▸ Record set:
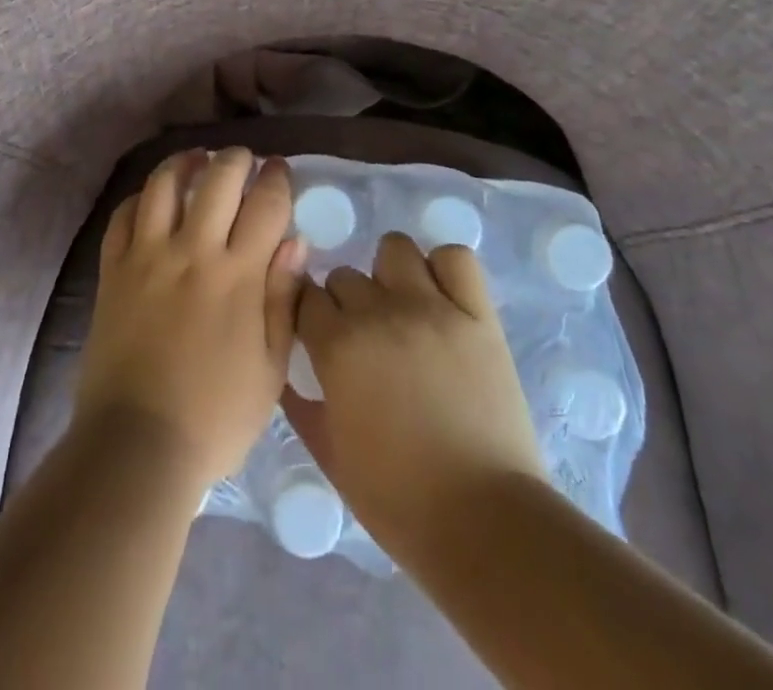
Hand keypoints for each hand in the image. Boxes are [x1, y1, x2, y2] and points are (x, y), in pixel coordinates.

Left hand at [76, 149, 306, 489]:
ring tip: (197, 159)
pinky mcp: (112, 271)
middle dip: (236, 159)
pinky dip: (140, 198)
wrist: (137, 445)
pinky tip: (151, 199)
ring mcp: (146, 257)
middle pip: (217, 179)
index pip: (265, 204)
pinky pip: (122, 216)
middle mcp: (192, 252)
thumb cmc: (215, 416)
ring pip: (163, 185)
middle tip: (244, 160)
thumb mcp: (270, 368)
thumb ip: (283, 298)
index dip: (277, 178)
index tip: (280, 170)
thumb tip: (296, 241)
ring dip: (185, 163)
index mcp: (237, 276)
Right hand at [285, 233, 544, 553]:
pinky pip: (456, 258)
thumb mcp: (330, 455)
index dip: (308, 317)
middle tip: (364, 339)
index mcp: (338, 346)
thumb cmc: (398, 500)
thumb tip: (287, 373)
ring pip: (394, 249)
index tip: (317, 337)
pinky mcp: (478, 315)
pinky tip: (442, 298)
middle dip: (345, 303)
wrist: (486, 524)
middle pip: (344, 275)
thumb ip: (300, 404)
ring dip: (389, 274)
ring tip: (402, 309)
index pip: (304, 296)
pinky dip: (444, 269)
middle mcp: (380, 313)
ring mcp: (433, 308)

▸ What is required: Gather each line from the listing above that holds "ring".

▸ Written answer:
ring tip: (197, 159)
ring mcp: (146, 257)
ring pip: (163, 185)
ring dip: (185, 163)
ring pip: (394, 249)
ring dip: (389, 274)
ring tip: (402, 309)
ring mcp: (433, 308)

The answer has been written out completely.